The models are sobering. For example, Longini's earlier work shows that if a flu outbreak were like the relatively mild 1957 Asian flu virus, it would infect 93 million Americans and cause 164,000 U.S. deaths.
Would a bird flu outbreak be worse? Probably. But Longini says it's highly unlikely that a bird flu would be as deadly as some people fear.
"Based on past experience, we don't have to panic," Longini tells WebMD. "It's clear that pandemic flu is inevitable. It is going to happen, and it could be a fairly pathogenic strain and could be a real problem. Right now, H5N1 bird influenza looks like it is fatal in 70 percent of cases.
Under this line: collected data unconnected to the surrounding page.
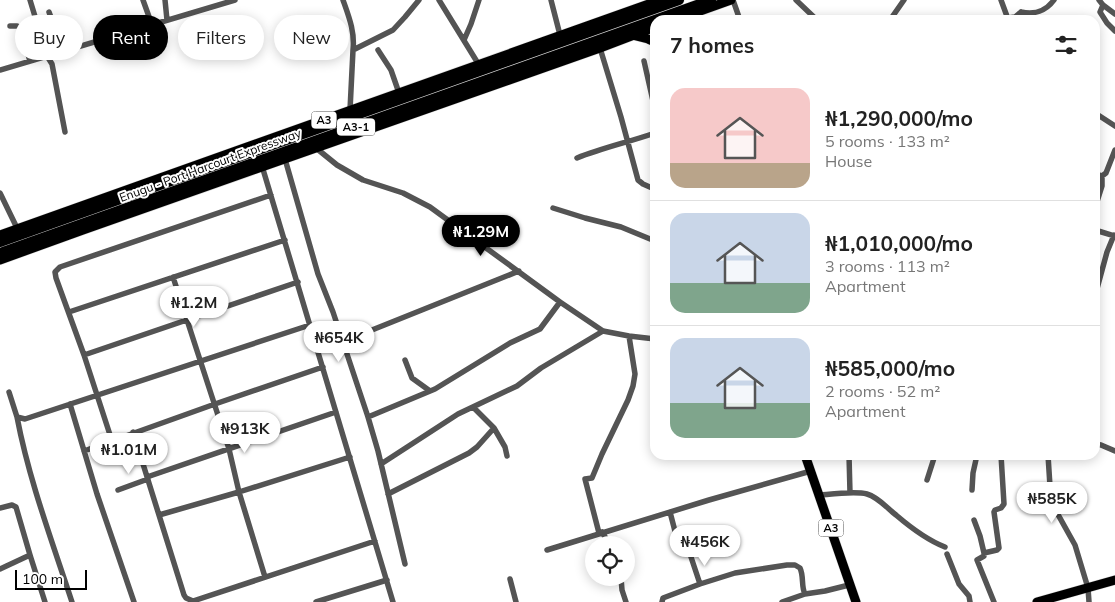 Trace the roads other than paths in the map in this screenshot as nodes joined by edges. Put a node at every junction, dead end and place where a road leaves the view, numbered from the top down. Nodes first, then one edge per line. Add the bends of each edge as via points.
1 (30, 0) edge
2 (143, 0) edge
3 (165, 0) edge
4 (235, 0) edge
5 (343, 0) edge
6 (420, 0) edge
7 (439, 0) edge
8 (479, 0) edge
9 (551, 0) edge
10 (636, 0) edge
11 (660, 0) edge
12 (679, 0) edge
13 (711, 0) edge
14 (732, 0) edge
15 (796, 0) edge
16 (904, 0) edge
17 (1001, 0) edge
18 (1054, 0) edge
19 (1101, 3) edge
20 (628, 11) junction
21 (49, 12) dead end
22 (1021, 12) junction
23 (1115, 14) edge
24 (35, 15) edge
25 (50, 15) edge
26 (148, 15) edge
27 (166, 15) edge
28 (669, 15) edge
29 (700, 15) edge
30 (738, 15) edge
31 (812, 15) edge
32 (894, 15) edge
33 (1007, 15) edge
34 (1018, 15) edge
35 (1024, 15) edge
36 (168, 20) edge
37 (650, 22) edge
38 (10, 26) dead end
39 (650, 29) edge
40 (1115, 31) edge
41 (560, 35) junction
42 (632, 35) junction
43 (464, 40) junction
44 (650, 40) edge
45 (600, 48) junction
46 (353, 50) junction
47 (378, 50) dead end
48 (33, 60) edge
49 (50, 60) edge
50 (30, 61) junction
51 (644, 61) dead end
52 (479, 65) junction
53 (0, 70) edge
54 (650, 88) edge
55 (399, 93) junction
56 (350, 110) junction
57 (1100, 116) edge
58 (1115, 126) edge
59 (65, 132) dead end
60 (650, 135) edge
61 (628, 142) junction
62 (316, 148) junction
63 (1115, 150) edge
64 (577, 158) dead end
65 (285, 159) junction
66 (262, 166) junction
67 (1102, 176) joint
68 (650, 187) edge
69 (1100, 192) edge
70 (0, 193) edge
71 (136, 193) junction
72 (271, 195) junction
73 (140, 204) junction
74 (553, 208) dead end
75 (17, 228) junction
76 (1100, 231) edge
77 (0, 234) edge
78 (1115, 235) edge
79 (650, 239) edge
80 (285, 240) junction
81 (0, 242) edge
82 (0, 254) edge
83 (0, 260) edge
84 (518, 271) junction
85 (173, 277) junction
86 (1100, 278) edge
87 (298, 282) junction
88 (560, 302) junction
89 (69, 312) junction
90 (187, 320) junction
91 (310, 325) junction
92 (372, 330) dead end
93 (603, 330) junction
94 (629, 336) junction
95 (650, 338) edge
96 (84, 354) junction
97 (405, 360) dead end
98 (200, 362) junction
99 (323, 367) junction
100 (430, 391) junction
101 (9, 392) dead end
102 (98, 395) junction
103 (70, 404) junction
104 (215, 404) junction
105 (473, 407) junction
106 (336, 412) junction
107 (17, 417) junction
108 (368, 417) junction
109 (494, 428) junction
110 (133, 432) junction
111 (112, 441) junction
112 (1100, 445) edge
113 (229, 449) junction
114 (84, 451) junction
115 (1115, 451) edge
116 (507, 456) dead end
117 (350, 457) junction
118 (807, 460) edge
119 (849, 460) edge
120 (933, 460) edge
121 (976, 460) edge
122 (1001, 460) edge
123 (1048, 460) edge
124 (381, 464) junction
125 (811, 471) junction
126 (147, 478) junction
127 (927, 480) dead end
128 (118, 490) dead end
129 (972, 490) dead end
130 (239, 492) junction
131 (850, 493) junction
132 (388, 494) junction
133 (820, 495) junction
134 (0, 508) edge
135 (670, 512) junction
136 (159, 515) junction
137 (974, 520) dead end
138 (601, 533) junction
139 (603, 536) edge
140 (375, 541) junction
141 (945, 547) dead end
142 (547, 550) dead end
143 (984, 553) junction
144 (947, 554) dead end
145 (30, 555) junction
146 (405, 564) dead end
147 (0, 569) edge
148 (265, 578) junction
149 (510, 579) dead end
150 (387, 580) junction
151 (1115, 580) edge
152 (700, 584) junction
153 (850, 585) junction
154 (622, 586) edge
155 (1088, 588) junction
156 (805, 594) junction
157 (187, 600) edge
158 (45, 602) edge
159 (72, 602) edge
160 (134, 602) edge
161 (316, 602) edge
162 (393, 602) edge
163 (516, 602) edge
164 (626, 602) edge
165 (662, 602) edge
166 (782, 602) edge
167 (856, 602) edge
168 (970, 602) edge
169 (994, 602) edge
170 (1037, 602) edge
171 (1089, 602) edge

1 - 24 street
2 - 26 street
3 - 27 street
4 - 36 street
5 - 46 street via 352,26
6 - 46 street via 393,30
7 - 43 street
8 - 43 street
9 - 41 street
10 - 20 main road
11 - 20 main road, Enugu - Port Harcourt Expressway / A3
12 - 71 highway, Enugu - Port Harcourt Expressway / A3-1
13 - 28 highway, Enugu - Port Harcourt Expressway / A3-1
14 - 29 main road
14 - 30 street
15 - 31 street
16 - 32 street
17 - 33 street
18 - 22 street via 1037,13
19 - 23 street
19 - 40 street via 1100,12
20 - 41 main road, Enugu - Port Harcourt Expressway / A3
21 - 25 street
22 - 34 street
22 - 35 street
37 - 73 highway, Enugu - Port Harcourt Expressway / A3-1
38 - 50 street via 19,27
39 - 42 main road, Enugu - Port Harcourt Expressway / A3
41 - 52 main road, Enugu - Port Harcourt Expressway / A3
42 - 44 main road
42 - 45 main road, Enugu - Port Harcourt Expressway / A3
43 - 52 street
45 - 61 street
45 - 62 main road, Enugu - Port Harcourt Expressway / A3
46 - 56 street
47 - 55 street via 391,70
48 - 50 street
49 - 59 street
50 - 53 street
51 - 54 street
52 - 55 main road, Enugu - Port Harcourt Expressway / A3
55 - 56 main road, Enugu - Port Harcourt Expressway / A3
56 - 75 main road, Enugu - Port Harcourt Expressway / A3
57 - 58 street
60 - 61 street
61 - 64 street
61 - 68 street via 638,180
62 - 65 main road, Enugu - Port Harcourt Expressway / A3
62 - 84 street via 363,180 403,193 430,207
63 - 67 street
65 - 66 main road, Enugu - Port Harcourt Expressway / A3
65 - 108 street via 318,274
66 - 72 street
66 - 83 main road, Enugu - Port Harcourt Expressway / A3
67 - 69 street
70 - 75 street
71 - 73 highway
71 - 81 highway, Enugu - Port Harcourt Expressway / A3-1
72 - 80 street
72 - 89 street via 60,268 55,272 56,278
73 - 82 highway, Enugu - Port Harcourt Expressway / A3-1
74 - 79 street via 621,227
75 - 77 main road, Enugu - Port Harcourt Expressway / A3
76 - 78 street
78 - 86 street
80 - 85 street
80 - 87 street
84 - 88 street
84 - 92 street
85 - 89 street
85 - 90 street
87 - 90 street
87 - 91 street
88 - 93 street
88 - 100 street via 540,329 510,343
89 - 96 street
90 - 96 street
90 - 98 street
91 - 98 street
91 - 99 street
93 - 94 street
93 - 105 street via 517,386
94 - 95 street
94 - 138 street via 633,386 592,478 585,479
96 - 102 street
97 - 100 street via 412,378
98 - 102 street
98 - 104 street
99 - 104 street
99 - 106 street
100 - 108 street
101 - 107 street
102 - 103 street
102 - 111 street
103 - 107 street via 25,419
103 - 114 street
104 - 110 street
104 - 113 street
105 - 109 street
105 - 124 street
106 - 113 street
106 - 117 street
107 - 159 street via 22,445
108 - 124 street
109 - 116 street
109 - 132 street via 469,453
110 - 111 street
110 - 126 street
111 - 114 street
112 - 115 street
113 - 126 street
113 - 130 street
114 - 160 street
117 - 130 street
117 - 140 street
118 - 125 main road, A3
119 - 131 street
120 - 127 street
121 - 129 street
122 - 143 street via 1004,504 994,512 999,548
123 - 155 street via 1051,502 1075,545
124 - 132 street
125 - 133 main road, A3
125 - 135 street
126 - 128 street
126 - 136 street
130 - 136 street
130 - 148 street
131 - 133 street
131 - 141 street via 873,497 936,544
132 - 146 street
133 - 153 main road, A3
134 - 145 street via 16,507
135 - 138 street
135 - 152 street via 676,535 688,548
136 - 157 street
137 - 143 street
138 - 139 street
138 - 142 street
140 - 148 street
140 - 150 street
143 - 169 street via 977,560
144 - 168 street
145 - 147 street
145 - 158 street
148 - 157 street
149 - 163 street
150 - 161 street
150 - 162 street
151 - 155 main road
152 - 156 street via 735,573 787,565 802,570
152 - 165 street via 663,598
153 - 156 street
153 - 167 main road, A3
154 - 164 street
155 - 170 main road
155 - 171 street
156 - 166 street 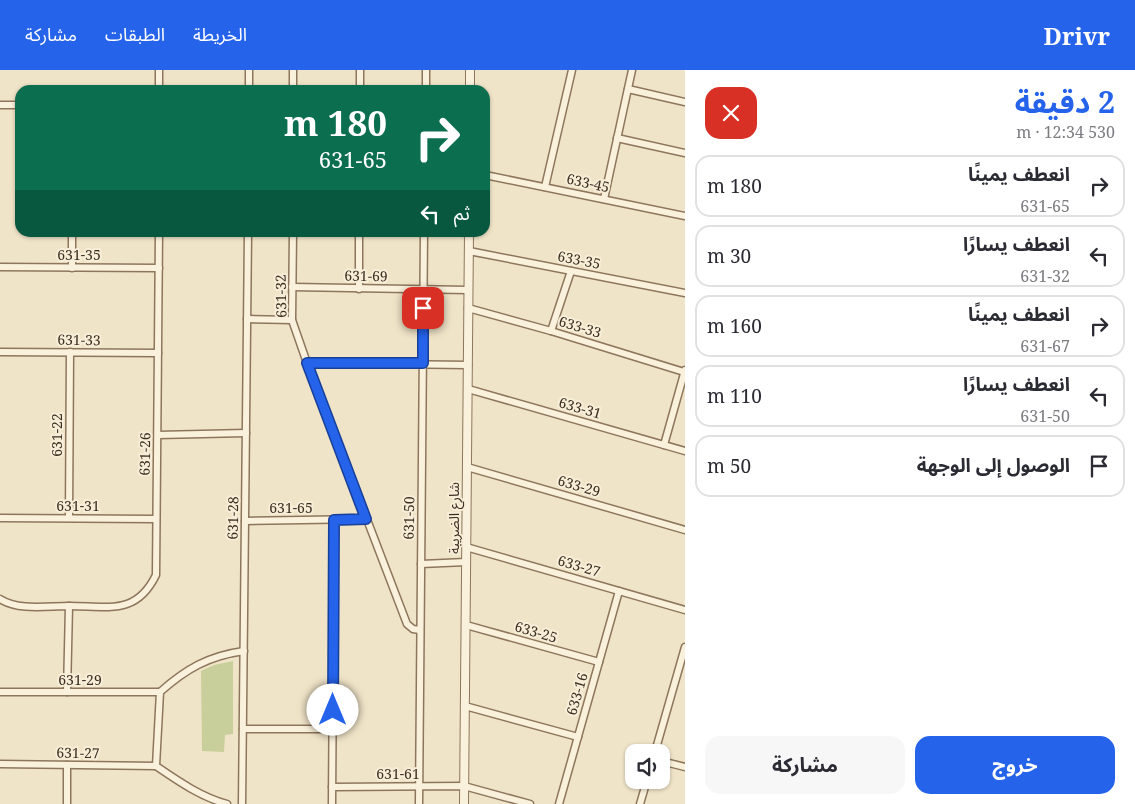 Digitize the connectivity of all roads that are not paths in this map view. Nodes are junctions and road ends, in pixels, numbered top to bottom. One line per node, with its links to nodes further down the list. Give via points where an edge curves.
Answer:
1 (159, 70): 9 (street)
2 (249, 70): 10 (street)
3 (293, 70): 11 (street)
4 (360, 70): 12 (street)
5 (426, 70): 13 (street)
6 (470, 70): 14 (street)
7 (572, 70): 22 (street)
8 (632, 70): 15 (street)
9 (159, 85)
10 (249, 85)
11 (293, 85)
12 (360, 85)
13 (426, 85)
14 (470, 85)
15 (628, 89): 16 (street); 19 (street)
16 (685, 102)
17 (0, 105): 18 (street)
18 (15, 105)
19 (617, 138): 20 (street); 23 (street)
20 (685, 153)
21 (490, 176): 22 (street, 633-45)
22 (544, 187): 23 (street, 633-45)
23 (604, 199): 24 (street, 633-45)
24 (685, 216)
25 (72, 237): 34 (street)
26 (159, 237): 35 (street, 631-26)
27 (248, 237): 43 (street, 631-28)
28 (293, 237): 37 (street, 631-32)
29 (359, 237): 38 (street)
30 (424, 237): 39 (street, 631-50)
31 (469, 237): 32 (street, شارع الضريبة)
32 (469, 251): 36 (street, 633-35); 40 (street, شارع الضريبة)
33 (0, 267): 34 (street, 631-35)
34 (72, 268): 35 (street, 631-35)
35 (159, 268): 48 (street, 631-26)
36 (571, 271): 41 (street, 633-35); 45 (street)
37 (292, 288): 38 (street, 631-69); 44 (street, 631-32)
38 (359, 289): 39 (street, 631-69)
39 (424, 290): 40 (street, 631-69); 50 (street, 631-50)
40 (468, 290): 42 (street, شارع الضريبة)
41 (685, 294)
42 (468, 308): 45 (street, 633-33); 51 (street, شارع الضريبة)
43 (247, 319): 44 (street); 54 (street, 631-28)
44 (292, 320): 49 (street, 631-32)
45 (551, 331): 52 (street, 633-33)
46 (0, 352): 47 (street, 631-33)
47 (70, 352): 48 (street, 631-33); 60 (street, 631-22)
48 (158, 353): 55 (street, 631-26)
49 (307, 363): 50 (street); 62 (street, 631-32)
50 (423, 363): 51 (street); 68 (street, 631-50)
51 (468, 365): 53 (street, شارع الضريبة)
52 (685, 371): 56 (street)
53 (468, 389): 56 (street, 633-31); 58 (street, شارع الضريبة)
54 (246, 433): 55 (street); 64 (street, 631-28)
55 (158, 435): 61 (street, 631-26)
56 (664, 445): 57 (street, 633-31)
57 (685, 451)
58 (467, 466): 65 (street, 633-29); 66 (street, شارع الضريبة)
59 (0, 518): 60 (street, 631-31)
60 (69, 518): 61 (street, 631-31)
61 (156, 519): 71 (street, 631-26, via 156,575 142,596 122,606)
62 (366, 519): 63 (street, 631-65); 74 (street, 631-32, via 407,624)
63 (334, 520): 64 (street, 631-65); 83 (street)
64 (245, 521): 76 (street, 631-28)
65 (685, 530)
66 (466, 546): 67 (street, شارع الضريبة); 69 (street, 633-27)
67 (466, 562): 68 (street); 73 (street, شارع الضريبة)
68 (420, 564): 74 (street, 631-50)
69 (619, 591): 72 (street, 633-27); 77 (street, 633-16)
70 (0, 598): 71 (street, 631-26, via 19,606)
71 (68, 606): 79 (street)
72 (685, 610)
73 (466, 625): 77 (street, 633-25); 81 (street, شارع الضريبة)
74 (420, 630): 93 (street, 631-50)
75 (685, 647): 85 (street)
76 (244, 651): 80 (street, via 202,662); 82 (street, 631-28)
77 (599, 662): 84 (street, 633-16)
78 (0, 692): 79 (street, 631-29)
79 (67, 692): 80 (street, 631-29)
80 (160, 692): 89 (street)
81 (465, 706): 84 (street); 91 (street, شارع الضريبة)
82 (243, 729): 83 (street); 97 (street, 631-28)
83 (333, 729): 92 (street)
84 (578, 737): 102 (street, 633-16)
85 (657, 744)
86 (670, 763): 90 (street)
87 (0, 764): 88 (street, 631-27)
88 (67, 765): 89 (street, 631-27); 95 (street)
89 (156, 766): 96 (street, via 184,785)
90 (685, 767)
91 (464, 786): 93 (street, 631-61); 100 (street, شارع الضريبة); 101 (street, 631-61)
92 (332, 787): 93 (street, 631-61); 98 (street)
93 (419, 787): 99 (street, 631-50)
94 (644, 789): 103 (street)
95 (67, 804)
96 (227, 804)
97 (242, 804)
98 (332, 804)
99 (419, 804)
100 (464, 804)
101 (530, 804)
102 (559, 804)
103 (640, 804) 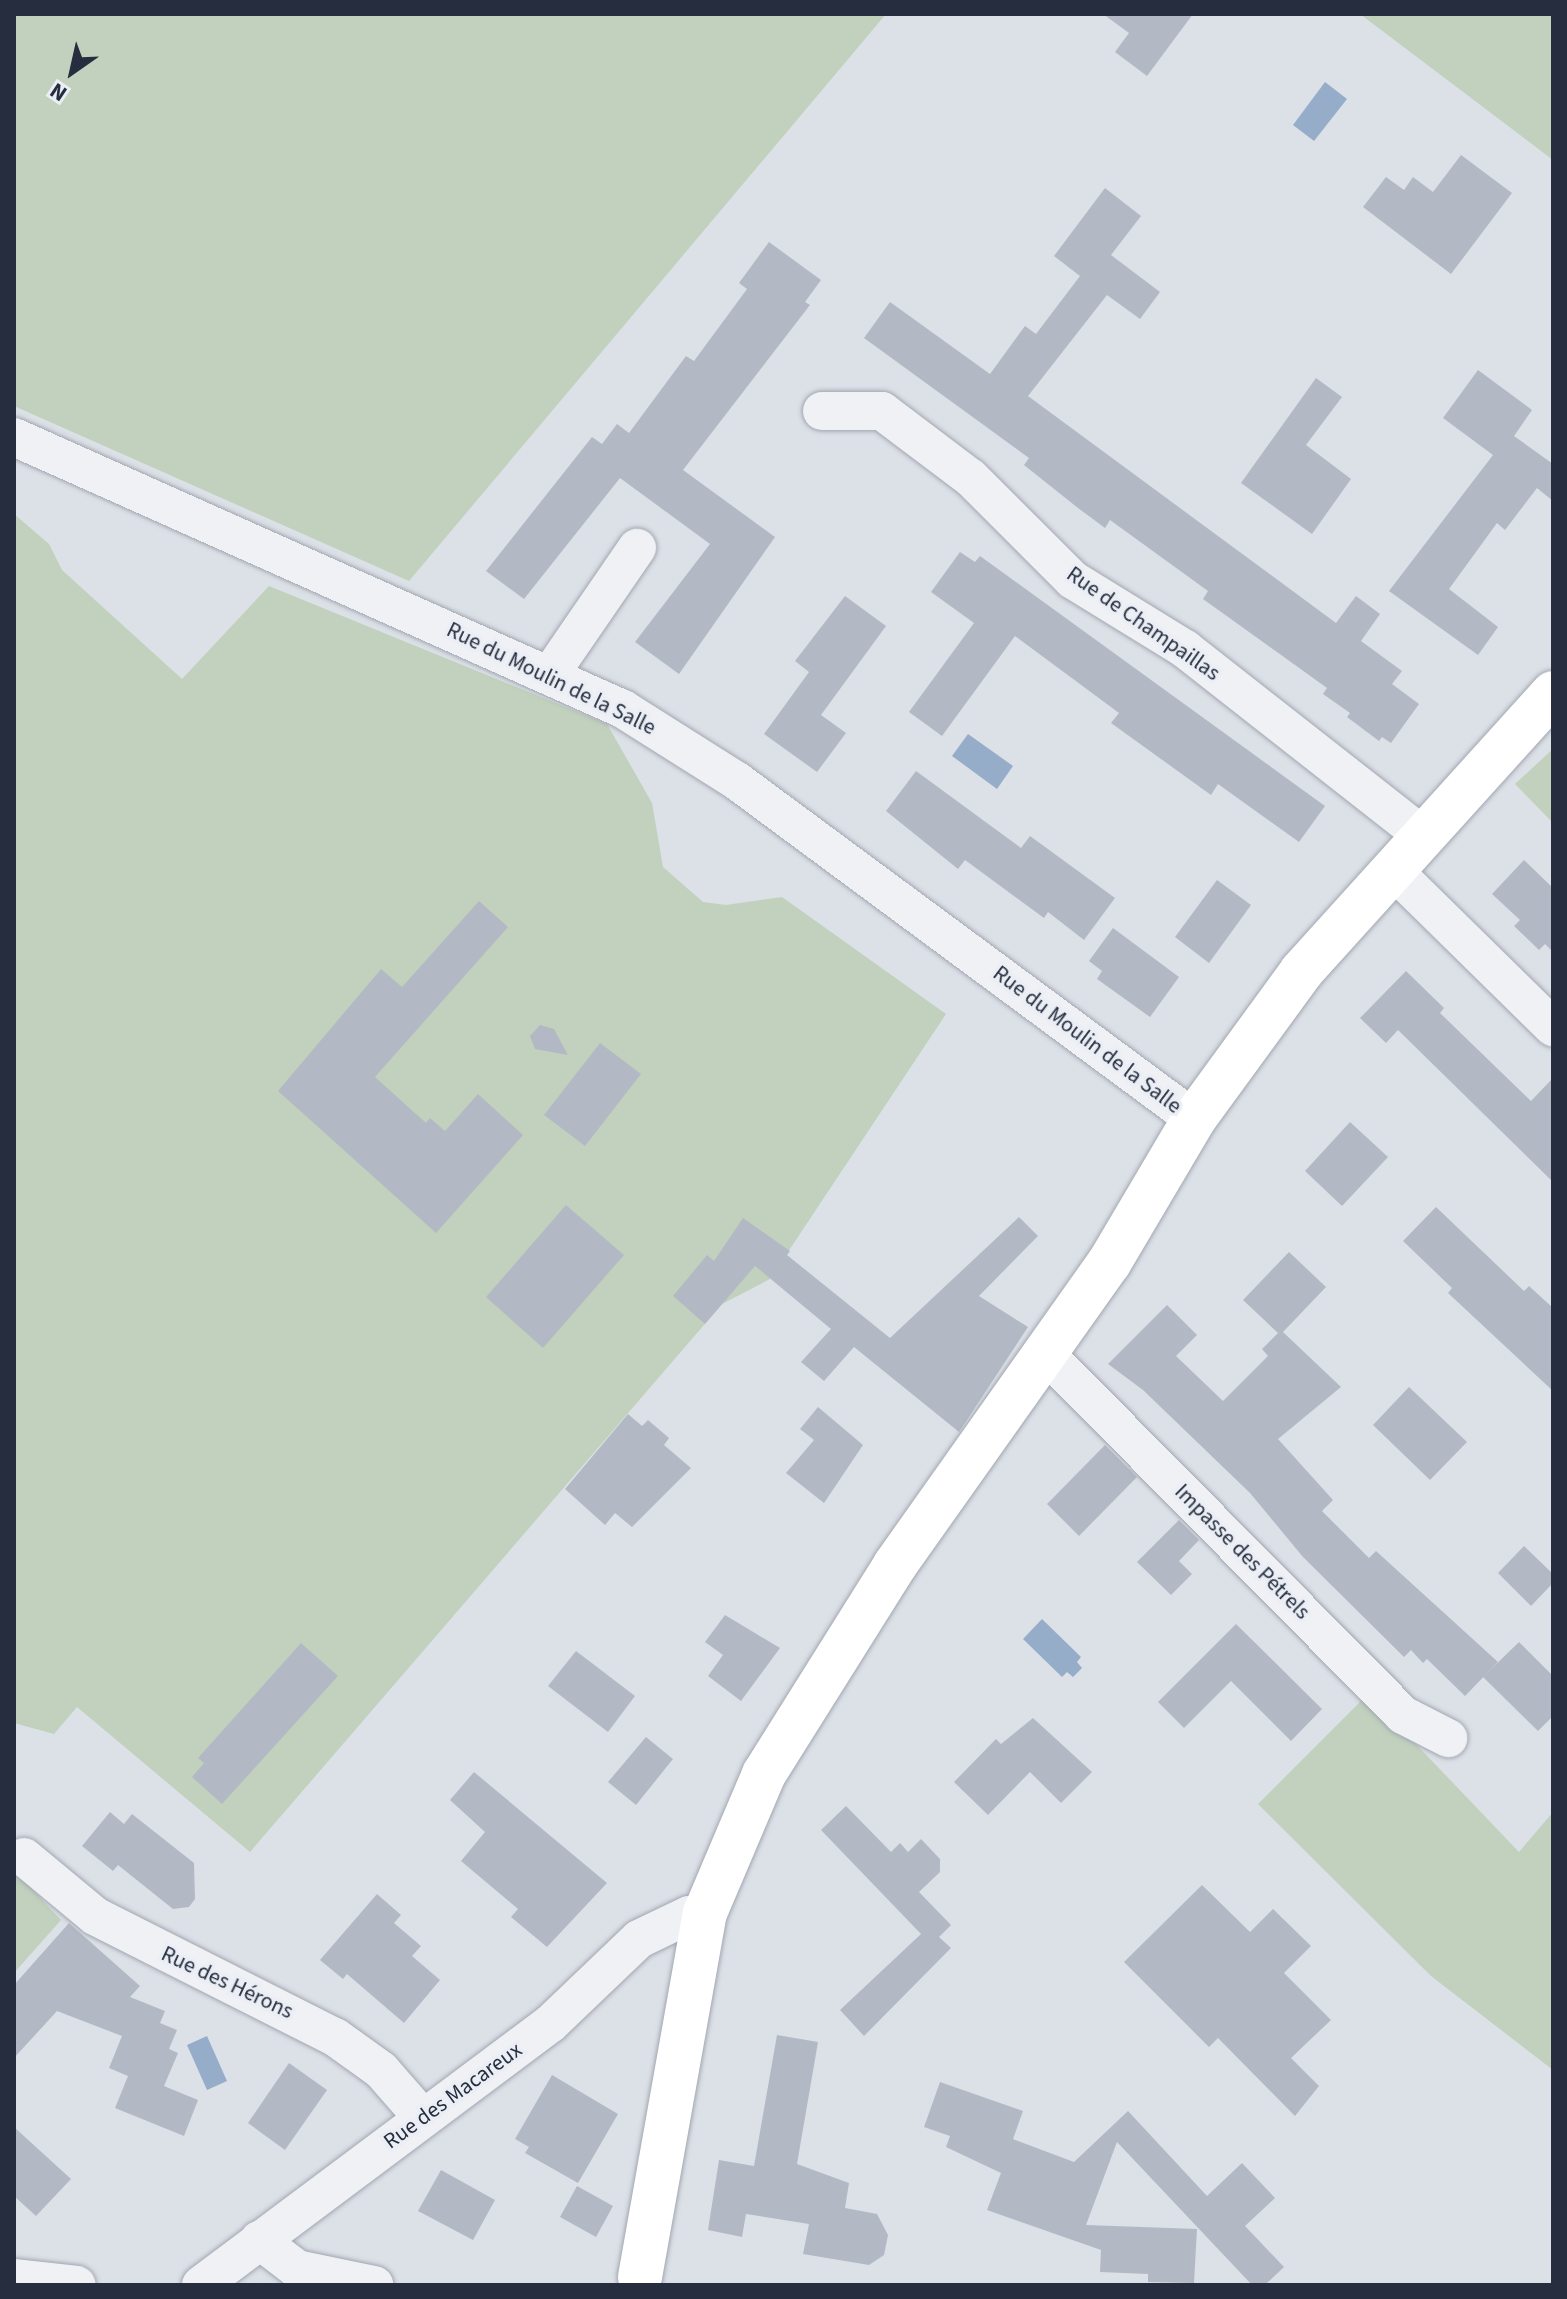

But this 70 percent figure is totally absurd. It has never been true of any human flu strain. I have never seen any evidence that human influenza is anywhere near that virulent. Case fatality of even highly virulent strains are a couple of deaths per 10,000 people infected."
It's also likely that human-to-human bird flu infections would spread slowly, at least at first. That would buy time. And since the bird flu bug is sensitive to Tamiflu, an oral flu drug, public health officials could buy even more time by giving the drug to all contacts of infected people.
"With good surveillance, with antivirals, and easy-to-implement public health methods — strategies such as closing schools and public places and limiting movement — we should be able to contain the pandemic at the source, wherever that may be," Longini says. "That would buy time to make vaccine to deal with it if it should spread. Emphasis should be on good surveillance everywhere, especially in Southeast Asia, and quick response with targeted use of antivirals."
SOURCES: Farrar, J. The New England Journal of Medicine, Dec. 2, 2004; vol 351: pp 2363-2365. Jeremy Farrar, MD, DPhil, director, Oxford University Clinical Research Unit, Hospital for Infectious Diseases, Ho Chi Minh City, Vietnam. Maria Cheng, spokeswoman, World Health Organization, Geneva, Switzerland. Ira Longini, PhD, professor of biostatistics, Rollins School of Public Health, Emory University, Atlanta.